Paidy, the Japanese fintech “unicorn”, is considering becoming a publicly listed company on the back of rapid growth driven by the “buy now, pay later” trend in one of the world’s most cash-obsessed societies, according to its founder. 

The company, backed by trading house Itochu, PayPal and Goldman Sachs, is one of a handful of “unicorns” in Japan, commanding a valuation of $1.3bn when it raised $120m in March. 

Market players and investors expect Paidy to file for an initial public offering in Tokyo this year, although the company insists there is no concrete timetable for a listing.
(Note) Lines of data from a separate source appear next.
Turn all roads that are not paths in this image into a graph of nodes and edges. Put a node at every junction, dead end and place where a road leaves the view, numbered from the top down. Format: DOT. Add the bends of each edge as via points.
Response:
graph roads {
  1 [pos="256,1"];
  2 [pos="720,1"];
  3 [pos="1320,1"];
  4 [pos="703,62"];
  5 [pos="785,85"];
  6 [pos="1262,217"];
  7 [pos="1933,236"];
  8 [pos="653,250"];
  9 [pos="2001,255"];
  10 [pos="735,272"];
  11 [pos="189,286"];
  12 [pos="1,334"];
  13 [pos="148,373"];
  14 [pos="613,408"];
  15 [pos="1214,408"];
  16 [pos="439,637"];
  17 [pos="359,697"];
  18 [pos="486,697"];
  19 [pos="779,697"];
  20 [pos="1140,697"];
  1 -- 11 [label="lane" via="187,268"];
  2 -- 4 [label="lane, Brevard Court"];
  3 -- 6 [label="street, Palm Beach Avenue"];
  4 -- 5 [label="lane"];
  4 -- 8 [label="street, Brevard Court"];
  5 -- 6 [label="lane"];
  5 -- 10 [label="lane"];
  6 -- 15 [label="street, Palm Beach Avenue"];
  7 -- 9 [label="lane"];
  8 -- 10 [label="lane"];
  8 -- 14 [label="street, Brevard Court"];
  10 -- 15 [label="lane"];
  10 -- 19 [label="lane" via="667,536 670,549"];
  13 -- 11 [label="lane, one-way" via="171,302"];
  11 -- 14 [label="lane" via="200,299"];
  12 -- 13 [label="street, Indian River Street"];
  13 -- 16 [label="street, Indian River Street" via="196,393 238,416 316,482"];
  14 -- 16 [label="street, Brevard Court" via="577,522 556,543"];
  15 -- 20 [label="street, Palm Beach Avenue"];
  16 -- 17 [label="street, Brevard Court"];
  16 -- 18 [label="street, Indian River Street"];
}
“We have access to capital. In our business, it’s also important to have access to credit lines, which we do, but at the same time, every company does mature and get to the point where it also makes sense to be a public company,” Russell Cummer, Paidy’s founder, told the Financial Times. 
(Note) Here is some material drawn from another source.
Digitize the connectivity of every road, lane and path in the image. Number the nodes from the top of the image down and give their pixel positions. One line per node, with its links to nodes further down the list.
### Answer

According to the former Goldman Sachs credit trader who founded the start-up in 2008, BNPL was catching on in Japan, although at a slower pace than globally where its popularity has exploded due to the pandemic-driven boom in online shopping.

“It’s still early days for us in this market,” Cummer said. “But for the very first time, Japan has a true BNPL service.” 

Since 2014, Paidy has offered a post-payment service that allows shoppers to pay a month-worth of purchases in the following month. In October, it launched a service that allows consumers to split the cost of goods into three equal instalments with no interest — the first in Japan with zero interest.

Roughly half of Paidy’s 6m account holders are women between the ages of 18 and 34, and the service is accepted by most ecommerce sites and merchants including Amazon, Shopify, Apple and Rakuten. 

Globally, BNPL is a crowded market with big players such as Sweden’s Klarna, Silicon Valley-based Affirm and PayPal. Payments company Square has also joined the competition with its $29bn all-stock deal to acquire Australia’s Afterpay, while Apple is also exploring the market. 

In Japan, however, the volume of transactions done through post-payment services was still relatively small at ¥882bn ($8bn) in fiscal 2020 although Yano Research Institute expects that amount to more than double to ¥1.88tn by fiscal 2024.

The BNPL trend in Japan is based on a similar thesis globally that millennials and Gen Z consumers distrust traditional credit but still want to borrow money to buy goods

But reflecting the country’s cash addiction, Japanese consumers have adopted distinct ecommerce habits in which they often own credit cards but choose to settle online purchases with cash on delivery or via convenience stores and bank transfers.

The heavy dependence on cash on delivery has created a logistical nightmare for merchants, making refunds and return of goods difficult as well.

Paidy has capitalised on this consumer behaviour, allowing shoppers to instantly open its account and gain access to short-term credit with simply an email and mobile phone number. Despite the simple credit check, the company claims late fees account for less than 5 per cent of its revenue, which is made up of merchant and settlement fees.

“Paidy is now a more fundamental piece of infrastructure of ecommerce in Japan than a typical BNPL,” Cummer said.